I would like to think that this post is completely irrelevant to Humboldt County educators and nobody out there is still using tools in their classroom such as writing names on the board, color-coded behavior charts, or demerits. Unfortunately, my colleagues and personal experience tell me differently. I know the educators using these techniques are well meaning and think they are helping to change the climate of their classroom. Well, they are, just not in the way you hoped. These types of behavioral systems only serve to make children feel bad about themselves, and children who feel bad about themselves are more likely to act out and do poorly in school. The environment created in these classrooms is not conducive to learning.
Let me tell you a personal experience I had with my daughter.

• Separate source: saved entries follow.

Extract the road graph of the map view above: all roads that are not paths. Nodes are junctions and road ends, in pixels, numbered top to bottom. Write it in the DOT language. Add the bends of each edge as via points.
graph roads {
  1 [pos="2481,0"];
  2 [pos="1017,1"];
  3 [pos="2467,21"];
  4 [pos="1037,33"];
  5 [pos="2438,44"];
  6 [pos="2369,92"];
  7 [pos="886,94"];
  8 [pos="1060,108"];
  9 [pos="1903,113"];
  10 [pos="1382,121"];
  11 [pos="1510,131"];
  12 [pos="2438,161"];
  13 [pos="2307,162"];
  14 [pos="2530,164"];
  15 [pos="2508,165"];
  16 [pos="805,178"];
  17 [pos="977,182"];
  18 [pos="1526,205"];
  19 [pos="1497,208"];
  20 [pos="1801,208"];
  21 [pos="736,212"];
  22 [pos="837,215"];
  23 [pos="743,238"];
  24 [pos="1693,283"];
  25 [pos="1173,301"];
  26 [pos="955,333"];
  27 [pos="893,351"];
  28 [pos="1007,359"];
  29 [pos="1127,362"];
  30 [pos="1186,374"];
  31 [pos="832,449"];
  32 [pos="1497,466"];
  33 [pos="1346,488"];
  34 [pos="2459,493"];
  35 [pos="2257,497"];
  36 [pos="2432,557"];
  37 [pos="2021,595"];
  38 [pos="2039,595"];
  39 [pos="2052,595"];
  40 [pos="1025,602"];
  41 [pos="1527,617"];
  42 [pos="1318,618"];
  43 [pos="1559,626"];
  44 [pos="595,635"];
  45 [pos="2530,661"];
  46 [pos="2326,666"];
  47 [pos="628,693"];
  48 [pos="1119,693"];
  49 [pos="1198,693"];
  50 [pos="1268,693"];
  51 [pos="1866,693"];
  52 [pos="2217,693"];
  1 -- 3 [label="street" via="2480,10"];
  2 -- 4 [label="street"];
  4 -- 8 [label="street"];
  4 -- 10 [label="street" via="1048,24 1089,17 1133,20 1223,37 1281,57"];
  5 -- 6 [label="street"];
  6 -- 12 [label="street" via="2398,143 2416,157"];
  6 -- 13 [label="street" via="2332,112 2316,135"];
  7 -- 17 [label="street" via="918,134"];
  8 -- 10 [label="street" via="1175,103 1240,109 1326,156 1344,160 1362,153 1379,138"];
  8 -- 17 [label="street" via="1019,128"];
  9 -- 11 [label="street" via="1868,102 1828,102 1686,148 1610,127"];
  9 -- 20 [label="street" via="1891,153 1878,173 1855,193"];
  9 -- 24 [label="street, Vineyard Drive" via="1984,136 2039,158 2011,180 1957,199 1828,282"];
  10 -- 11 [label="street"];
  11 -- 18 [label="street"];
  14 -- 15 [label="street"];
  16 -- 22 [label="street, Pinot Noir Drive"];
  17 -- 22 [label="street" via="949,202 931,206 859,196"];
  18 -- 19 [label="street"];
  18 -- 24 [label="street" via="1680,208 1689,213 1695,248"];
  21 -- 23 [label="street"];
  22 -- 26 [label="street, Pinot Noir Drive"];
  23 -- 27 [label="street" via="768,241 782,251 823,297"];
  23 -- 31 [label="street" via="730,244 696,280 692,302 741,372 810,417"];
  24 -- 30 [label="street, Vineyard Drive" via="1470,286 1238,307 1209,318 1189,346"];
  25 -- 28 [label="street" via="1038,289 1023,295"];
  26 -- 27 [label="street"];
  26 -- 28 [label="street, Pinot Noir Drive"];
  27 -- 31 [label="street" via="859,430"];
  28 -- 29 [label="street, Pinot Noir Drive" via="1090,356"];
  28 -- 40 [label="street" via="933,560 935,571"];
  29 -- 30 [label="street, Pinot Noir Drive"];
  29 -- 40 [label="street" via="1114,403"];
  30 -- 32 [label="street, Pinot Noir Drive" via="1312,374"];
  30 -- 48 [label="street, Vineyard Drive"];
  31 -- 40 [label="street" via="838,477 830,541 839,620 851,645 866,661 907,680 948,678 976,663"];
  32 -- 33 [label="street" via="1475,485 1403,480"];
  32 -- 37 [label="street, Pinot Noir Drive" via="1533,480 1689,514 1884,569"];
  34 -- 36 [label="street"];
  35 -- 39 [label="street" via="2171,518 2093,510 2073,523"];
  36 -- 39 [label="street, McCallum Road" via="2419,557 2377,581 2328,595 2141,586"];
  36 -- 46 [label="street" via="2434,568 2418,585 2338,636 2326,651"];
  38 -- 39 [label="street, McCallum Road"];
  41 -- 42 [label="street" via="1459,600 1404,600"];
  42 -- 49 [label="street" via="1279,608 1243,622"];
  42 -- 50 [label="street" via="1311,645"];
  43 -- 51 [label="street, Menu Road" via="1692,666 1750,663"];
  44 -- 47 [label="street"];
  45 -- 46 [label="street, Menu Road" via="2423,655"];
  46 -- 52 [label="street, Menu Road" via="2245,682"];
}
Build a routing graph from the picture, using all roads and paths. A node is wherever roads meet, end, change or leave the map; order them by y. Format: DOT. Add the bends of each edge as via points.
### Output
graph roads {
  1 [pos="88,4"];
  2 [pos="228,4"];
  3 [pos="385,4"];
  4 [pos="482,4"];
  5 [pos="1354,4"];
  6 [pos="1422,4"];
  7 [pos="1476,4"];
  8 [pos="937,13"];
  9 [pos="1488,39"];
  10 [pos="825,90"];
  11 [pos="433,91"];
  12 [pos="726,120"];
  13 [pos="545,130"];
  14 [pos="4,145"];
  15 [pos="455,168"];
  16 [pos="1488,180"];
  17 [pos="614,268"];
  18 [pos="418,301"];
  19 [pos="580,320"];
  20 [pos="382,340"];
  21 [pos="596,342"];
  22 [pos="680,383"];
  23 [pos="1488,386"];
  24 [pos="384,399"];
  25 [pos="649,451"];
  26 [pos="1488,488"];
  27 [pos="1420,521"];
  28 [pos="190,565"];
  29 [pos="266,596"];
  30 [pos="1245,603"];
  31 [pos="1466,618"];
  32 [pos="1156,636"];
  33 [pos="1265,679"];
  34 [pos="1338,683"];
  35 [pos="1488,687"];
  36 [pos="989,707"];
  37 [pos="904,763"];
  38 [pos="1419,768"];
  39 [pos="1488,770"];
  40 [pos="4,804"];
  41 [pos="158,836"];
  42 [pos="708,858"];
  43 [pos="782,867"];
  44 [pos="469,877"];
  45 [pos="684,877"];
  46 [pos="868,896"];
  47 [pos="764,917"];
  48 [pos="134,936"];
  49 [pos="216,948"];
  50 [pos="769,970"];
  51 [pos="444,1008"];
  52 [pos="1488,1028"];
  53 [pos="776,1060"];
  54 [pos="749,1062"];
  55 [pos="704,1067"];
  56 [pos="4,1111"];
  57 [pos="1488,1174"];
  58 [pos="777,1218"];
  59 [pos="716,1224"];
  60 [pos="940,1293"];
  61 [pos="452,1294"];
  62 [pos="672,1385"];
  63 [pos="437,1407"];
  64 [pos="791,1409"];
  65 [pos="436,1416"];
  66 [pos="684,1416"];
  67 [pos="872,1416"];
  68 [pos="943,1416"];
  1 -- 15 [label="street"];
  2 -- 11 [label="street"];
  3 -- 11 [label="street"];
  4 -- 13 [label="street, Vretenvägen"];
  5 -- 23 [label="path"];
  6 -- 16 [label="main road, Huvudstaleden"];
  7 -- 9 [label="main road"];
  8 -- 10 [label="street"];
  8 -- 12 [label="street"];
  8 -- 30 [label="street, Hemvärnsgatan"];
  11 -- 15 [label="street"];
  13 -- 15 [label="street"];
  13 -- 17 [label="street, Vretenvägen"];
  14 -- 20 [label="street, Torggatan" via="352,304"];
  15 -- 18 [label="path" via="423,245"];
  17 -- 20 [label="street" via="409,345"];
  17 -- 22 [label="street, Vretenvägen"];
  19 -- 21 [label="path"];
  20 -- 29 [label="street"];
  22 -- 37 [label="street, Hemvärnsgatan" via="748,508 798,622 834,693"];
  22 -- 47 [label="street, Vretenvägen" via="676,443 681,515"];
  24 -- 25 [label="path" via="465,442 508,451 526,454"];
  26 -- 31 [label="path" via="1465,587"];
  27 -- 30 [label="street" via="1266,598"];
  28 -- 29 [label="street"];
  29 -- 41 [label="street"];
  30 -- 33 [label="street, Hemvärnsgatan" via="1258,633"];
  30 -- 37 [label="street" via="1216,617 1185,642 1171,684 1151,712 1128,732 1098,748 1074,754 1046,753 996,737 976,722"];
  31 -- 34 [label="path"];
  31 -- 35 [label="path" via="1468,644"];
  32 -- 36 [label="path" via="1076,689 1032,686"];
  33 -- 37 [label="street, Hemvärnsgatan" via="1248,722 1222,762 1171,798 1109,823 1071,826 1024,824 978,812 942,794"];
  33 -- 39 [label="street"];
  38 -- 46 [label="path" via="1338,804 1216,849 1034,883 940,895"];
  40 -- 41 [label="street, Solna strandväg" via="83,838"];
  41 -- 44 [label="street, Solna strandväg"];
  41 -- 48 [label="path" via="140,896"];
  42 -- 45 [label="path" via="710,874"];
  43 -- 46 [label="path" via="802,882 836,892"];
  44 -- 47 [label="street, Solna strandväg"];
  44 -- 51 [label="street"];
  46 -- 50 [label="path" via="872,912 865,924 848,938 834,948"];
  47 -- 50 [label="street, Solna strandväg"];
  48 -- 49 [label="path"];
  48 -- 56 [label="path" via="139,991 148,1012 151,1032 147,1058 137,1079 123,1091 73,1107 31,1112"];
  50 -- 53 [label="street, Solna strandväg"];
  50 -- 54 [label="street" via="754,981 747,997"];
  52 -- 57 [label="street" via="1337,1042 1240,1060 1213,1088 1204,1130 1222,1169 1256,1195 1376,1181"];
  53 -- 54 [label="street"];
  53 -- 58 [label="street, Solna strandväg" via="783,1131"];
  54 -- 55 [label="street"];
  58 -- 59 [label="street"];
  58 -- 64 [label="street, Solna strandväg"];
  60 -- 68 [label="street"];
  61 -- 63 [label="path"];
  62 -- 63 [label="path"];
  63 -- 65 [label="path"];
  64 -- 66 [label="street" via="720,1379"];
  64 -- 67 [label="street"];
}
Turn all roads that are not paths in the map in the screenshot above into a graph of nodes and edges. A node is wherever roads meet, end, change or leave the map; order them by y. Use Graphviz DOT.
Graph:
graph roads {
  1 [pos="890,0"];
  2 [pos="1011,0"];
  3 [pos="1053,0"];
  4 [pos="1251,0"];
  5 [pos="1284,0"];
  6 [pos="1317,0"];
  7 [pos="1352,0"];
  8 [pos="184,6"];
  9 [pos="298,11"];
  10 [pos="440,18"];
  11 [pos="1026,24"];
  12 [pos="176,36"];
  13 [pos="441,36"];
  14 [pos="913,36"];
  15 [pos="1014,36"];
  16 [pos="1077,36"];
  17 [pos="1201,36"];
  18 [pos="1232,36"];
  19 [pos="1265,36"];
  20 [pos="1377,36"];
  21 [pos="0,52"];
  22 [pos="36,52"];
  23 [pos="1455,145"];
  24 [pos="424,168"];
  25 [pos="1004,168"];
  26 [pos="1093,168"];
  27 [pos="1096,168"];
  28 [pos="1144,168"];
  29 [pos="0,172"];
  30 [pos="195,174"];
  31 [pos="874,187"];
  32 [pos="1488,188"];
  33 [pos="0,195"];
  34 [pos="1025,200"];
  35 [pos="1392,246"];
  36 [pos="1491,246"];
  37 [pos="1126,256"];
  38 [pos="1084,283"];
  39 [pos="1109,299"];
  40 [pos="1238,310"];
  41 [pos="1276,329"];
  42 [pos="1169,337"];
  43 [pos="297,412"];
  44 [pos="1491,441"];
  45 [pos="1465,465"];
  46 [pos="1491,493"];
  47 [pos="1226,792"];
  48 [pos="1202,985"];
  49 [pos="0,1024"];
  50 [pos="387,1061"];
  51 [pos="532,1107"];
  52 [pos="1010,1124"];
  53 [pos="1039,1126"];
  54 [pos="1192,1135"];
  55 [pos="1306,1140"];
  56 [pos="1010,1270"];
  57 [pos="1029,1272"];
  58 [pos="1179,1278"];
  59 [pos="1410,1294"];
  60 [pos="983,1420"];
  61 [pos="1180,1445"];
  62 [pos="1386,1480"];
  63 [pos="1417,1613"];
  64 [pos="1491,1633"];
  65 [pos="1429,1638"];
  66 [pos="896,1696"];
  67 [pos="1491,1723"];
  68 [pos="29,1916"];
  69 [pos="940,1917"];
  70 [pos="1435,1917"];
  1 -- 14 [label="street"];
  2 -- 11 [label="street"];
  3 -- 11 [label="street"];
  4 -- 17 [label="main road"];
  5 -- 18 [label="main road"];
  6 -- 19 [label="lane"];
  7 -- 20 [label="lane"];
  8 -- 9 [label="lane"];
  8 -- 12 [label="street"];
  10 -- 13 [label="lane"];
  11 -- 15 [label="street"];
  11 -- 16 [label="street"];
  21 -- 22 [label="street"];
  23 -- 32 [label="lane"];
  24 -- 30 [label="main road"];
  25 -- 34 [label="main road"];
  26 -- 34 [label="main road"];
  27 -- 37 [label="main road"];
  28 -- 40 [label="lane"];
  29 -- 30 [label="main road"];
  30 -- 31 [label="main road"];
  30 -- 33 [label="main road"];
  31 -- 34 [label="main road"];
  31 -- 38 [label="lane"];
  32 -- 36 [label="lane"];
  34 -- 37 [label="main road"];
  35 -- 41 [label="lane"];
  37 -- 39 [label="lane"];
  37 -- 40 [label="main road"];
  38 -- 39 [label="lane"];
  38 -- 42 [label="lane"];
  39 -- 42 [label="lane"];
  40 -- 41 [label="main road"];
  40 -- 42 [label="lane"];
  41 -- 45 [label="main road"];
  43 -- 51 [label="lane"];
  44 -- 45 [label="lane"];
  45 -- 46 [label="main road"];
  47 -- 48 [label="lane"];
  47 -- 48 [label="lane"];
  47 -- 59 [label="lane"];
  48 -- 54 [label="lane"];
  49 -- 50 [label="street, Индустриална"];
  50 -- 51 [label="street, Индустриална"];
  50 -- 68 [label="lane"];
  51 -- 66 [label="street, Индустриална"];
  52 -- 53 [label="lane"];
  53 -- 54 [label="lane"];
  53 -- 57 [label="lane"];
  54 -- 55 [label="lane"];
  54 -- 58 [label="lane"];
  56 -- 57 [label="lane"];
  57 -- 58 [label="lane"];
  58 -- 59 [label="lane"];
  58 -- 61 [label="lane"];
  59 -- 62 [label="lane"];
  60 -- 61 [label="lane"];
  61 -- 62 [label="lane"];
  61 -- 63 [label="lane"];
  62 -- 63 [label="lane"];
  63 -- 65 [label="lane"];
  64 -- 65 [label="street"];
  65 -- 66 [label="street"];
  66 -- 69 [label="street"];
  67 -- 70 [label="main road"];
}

I had picked my daughter up after school and as soon as she got in the car she burst into tears and said “Mom, I got a yellow card” and I asked her what that was and she described it as the teacher thinking you are a bad kid, but not bad enough to get a red, if you get a red you are really bad. She was crushed, she did not see this as a way to remind her of her classroom behavior, she thought the teacher thought she was bad. I reassured her she was not. I know this was not the teachers intention, but the result was a child who no longer felt she had the support of her teacher and saw her as bad. To this day, my child dislikes that teacher. Learning happens in the context of relationships and when those relationships are poor, so is the quality of the learning.
If you still work in an environment where this is still going on, do not despair. Here in Humboldt County we have been working hard to create a more positive environment for children, recognizing their unique differences and supporting them in their efforts. As Gillian Wadsworth pointed out in her post, Community Schools are taking a trauma informed approach. Meg Walkley and Beth Heavilin are also doing much to shine the light on trauma informed schools. Cindi Kaup has brought Second Step to many programs throughout the county and Peter Stoll and Haley Jones have been instrumental in bringing PBIS to area schools. If you would like to know more about any of these efforts, I would encourage you to contact them and ask them about their work and how you could bring it to your school.
In the meantime, there are simple steps you can take to create a positive classroom climate.
- Try incorporating more time for active play, children are not being squirmy to irritate you, they aren’t designed to stay still and need to move. Having more active time will allow your students to focus when you need their attention.
- Let children know that you appreciate how much effort they put into a particular task.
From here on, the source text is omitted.